The Realities of Horse Racing, Part One

An introduction to our Off-Track Thoroughbred residents and why we don't support the horse racing industry



Prior to our involvement in horses and equine rescue, we were like many people in that we hadn't given much thought to horse racing or what the life of a racing horse might be like. Although we were certainly aware of major equestrian sporting events such as the Kentucky Derby, people always talk about race horses in terms of their athleticism, majesty and presence - we never heard about the downside of the track. Adopting our first Off-Track Thoroughbred (OTTB) opened our eyes to the realities of racing and made it clear that we needed to be a voice for these animals.

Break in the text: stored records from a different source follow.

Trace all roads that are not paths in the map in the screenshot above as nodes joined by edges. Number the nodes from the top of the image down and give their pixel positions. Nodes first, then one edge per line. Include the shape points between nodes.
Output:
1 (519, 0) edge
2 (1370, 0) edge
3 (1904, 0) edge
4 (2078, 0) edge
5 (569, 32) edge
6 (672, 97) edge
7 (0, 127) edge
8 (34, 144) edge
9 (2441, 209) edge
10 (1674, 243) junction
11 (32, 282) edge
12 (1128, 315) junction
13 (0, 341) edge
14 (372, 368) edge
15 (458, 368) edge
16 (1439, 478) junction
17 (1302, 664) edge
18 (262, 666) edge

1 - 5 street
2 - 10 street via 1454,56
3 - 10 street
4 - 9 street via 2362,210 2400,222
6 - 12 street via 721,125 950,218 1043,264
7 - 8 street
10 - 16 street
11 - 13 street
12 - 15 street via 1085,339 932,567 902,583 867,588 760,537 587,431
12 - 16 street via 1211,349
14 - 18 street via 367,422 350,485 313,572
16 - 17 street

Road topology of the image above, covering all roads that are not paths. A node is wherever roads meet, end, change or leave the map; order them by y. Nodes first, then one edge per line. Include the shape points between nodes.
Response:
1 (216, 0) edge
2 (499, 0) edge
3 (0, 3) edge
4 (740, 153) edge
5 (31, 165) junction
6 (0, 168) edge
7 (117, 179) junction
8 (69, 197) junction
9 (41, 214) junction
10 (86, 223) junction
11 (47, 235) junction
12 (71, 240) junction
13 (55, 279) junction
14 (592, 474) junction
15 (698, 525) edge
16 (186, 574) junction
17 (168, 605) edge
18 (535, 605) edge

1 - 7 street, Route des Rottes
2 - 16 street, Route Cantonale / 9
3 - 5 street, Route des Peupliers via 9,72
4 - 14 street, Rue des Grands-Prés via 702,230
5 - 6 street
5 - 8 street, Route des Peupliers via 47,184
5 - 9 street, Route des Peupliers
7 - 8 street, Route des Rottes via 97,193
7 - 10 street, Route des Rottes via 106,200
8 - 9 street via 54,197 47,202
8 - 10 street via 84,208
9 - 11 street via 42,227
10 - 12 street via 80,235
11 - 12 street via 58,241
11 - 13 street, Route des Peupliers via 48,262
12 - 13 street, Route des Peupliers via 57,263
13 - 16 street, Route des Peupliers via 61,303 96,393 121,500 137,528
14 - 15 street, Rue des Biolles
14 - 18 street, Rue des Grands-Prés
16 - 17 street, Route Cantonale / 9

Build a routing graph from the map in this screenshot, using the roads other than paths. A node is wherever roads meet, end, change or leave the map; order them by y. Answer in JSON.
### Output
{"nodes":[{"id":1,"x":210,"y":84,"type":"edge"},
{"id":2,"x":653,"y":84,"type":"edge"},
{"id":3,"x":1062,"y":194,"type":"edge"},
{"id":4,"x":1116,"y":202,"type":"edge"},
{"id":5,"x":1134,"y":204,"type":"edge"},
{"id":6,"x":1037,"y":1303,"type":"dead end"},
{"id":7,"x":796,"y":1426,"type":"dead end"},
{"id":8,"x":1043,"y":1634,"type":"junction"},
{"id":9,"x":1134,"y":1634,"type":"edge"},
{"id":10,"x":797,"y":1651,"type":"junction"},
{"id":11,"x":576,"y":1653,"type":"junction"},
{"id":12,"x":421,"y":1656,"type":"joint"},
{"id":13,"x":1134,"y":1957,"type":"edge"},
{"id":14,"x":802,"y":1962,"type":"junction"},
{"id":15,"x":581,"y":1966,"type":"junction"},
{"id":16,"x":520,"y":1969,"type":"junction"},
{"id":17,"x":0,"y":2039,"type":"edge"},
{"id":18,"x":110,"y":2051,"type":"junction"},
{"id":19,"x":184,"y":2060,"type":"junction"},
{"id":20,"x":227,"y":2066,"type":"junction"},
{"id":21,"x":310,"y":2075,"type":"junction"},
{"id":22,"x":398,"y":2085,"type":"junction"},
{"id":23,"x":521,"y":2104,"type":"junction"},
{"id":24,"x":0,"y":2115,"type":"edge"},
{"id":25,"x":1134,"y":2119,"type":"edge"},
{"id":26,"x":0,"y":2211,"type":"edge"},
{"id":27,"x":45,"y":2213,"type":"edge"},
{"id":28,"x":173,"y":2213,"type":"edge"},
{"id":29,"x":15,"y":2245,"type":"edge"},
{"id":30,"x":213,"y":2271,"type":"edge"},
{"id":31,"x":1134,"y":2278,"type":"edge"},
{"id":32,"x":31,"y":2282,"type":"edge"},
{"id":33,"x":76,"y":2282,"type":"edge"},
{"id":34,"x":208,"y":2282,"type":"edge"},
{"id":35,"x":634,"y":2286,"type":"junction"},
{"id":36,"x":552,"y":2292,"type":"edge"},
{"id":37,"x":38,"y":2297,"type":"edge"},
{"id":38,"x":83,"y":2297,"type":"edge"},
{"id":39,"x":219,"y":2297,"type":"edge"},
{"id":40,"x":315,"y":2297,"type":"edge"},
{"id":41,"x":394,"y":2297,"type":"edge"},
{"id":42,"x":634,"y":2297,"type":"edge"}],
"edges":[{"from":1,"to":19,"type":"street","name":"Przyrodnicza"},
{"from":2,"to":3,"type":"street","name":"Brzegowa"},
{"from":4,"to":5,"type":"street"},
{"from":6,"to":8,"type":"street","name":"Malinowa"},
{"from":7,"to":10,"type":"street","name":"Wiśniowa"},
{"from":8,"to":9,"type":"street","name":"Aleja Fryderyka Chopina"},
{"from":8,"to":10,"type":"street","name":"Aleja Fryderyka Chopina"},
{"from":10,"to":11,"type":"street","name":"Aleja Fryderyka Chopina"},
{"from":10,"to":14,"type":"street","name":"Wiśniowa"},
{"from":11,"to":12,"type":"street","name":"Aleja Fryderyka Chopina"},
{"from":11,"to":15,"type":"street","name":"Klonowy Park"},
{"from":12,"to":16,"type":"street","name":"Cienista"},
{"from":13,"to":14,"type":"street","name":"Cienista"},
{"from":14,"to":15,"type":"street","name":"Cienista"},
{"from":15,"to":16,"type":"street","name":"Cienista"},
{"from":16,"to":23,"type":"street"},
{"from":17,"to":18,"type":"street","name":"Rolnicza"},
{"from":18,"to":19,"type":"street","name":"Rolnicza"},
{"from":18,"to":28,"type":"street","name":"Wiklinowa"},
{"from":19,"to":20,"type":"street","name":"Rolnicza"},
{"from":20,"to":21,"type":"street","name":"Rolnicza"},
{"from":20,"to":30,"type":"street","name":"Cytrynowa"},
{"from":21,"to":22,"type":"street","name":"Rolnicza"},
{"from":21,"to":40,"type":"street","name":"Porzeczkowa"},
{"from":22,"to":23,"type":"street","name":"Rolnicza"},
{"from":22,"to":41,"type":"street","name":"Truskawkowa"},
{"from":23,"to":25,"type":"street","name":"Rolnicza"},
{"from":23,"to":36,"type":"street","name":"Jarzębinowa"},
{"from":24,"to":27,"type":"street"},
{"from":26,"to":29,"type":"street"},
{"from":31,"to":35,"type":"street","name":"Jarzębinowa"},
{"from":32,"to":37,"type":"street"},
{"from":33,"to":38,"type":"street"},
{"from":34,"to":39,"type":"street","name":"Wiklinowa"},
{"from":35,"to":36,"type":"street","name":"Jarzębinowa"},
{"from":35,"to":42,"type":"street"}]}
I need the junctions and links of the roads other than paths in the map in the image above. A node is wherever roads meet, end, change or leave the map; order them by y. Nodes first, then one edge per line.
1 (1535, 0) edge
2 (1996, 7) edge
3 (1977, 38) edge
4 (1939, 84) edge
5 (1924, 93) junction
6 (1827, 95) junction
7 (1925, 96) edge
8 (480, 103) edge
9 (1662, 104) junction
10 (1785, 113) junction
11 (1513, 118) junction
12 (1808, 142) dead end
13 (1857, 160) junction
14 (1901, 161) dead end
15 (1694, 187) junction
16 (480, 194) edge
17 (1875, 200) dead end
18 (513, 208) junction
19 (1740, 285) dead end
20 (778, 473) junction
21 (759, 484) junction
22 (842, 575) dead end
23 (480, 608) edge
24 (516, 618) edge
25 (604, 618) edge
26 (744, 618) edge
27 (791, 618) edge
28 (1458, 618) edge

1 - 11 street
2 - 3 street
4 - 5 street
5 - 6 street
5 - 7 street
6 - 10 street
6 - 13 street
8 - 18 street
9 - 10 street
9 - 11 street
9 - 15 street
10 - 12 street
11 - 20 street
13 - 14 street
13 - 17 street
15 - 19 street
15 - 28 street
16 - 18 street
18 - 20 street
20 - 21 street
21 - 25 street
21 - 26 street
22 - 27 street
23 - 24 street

"If you really care about animals, then stop trying to figure out how to exploit them 'compassionately,' just stop exploiting them." -Gary L. Francione

Mario's Revenge


In terms of the horse world, I am a late-blooming equestrian. As a child, I attended sporadic horse camps and trail rides but I was no means a "rider." It wasn't until I was in my mid-thirties that I was searching for a hobby to call my own and to provide me with an outlet outside of working and mom-ing that I discovered horseback riding, ironically after my youngest son suggested we take a guided trail ride for my birthday. I signed up for lessons at a local riding facility and I was so nervous for the first session that I nearly turned around the car before arriving to the barn. Despite my nerves, it only took one lesson before I was hooked. Horses were for me. As a passionate animal lover, I knew instantly that I would one day own a horse: their sentience, their personalities, their smell - I loved it all. Being a beginner made this totally impractical so I continued to take regular lessons and helped out around the riding barn whenever I could. Once I gained enough experience to realistically entertain having my own horse, I enlisted the barn owner to help me find the right equine partner. (Sidebar: if you are a beginner looking for your own horse, I STRONGLY suggest getting an equine professional to aid in your search. I literally could not have found the right horse were it not for the support of my instructor.) She knew that I did not want to simply purchase a horse. We would need to find a rescue who was beginner-safe and easy enough to handle so that even my family could participate in grooming and ground training.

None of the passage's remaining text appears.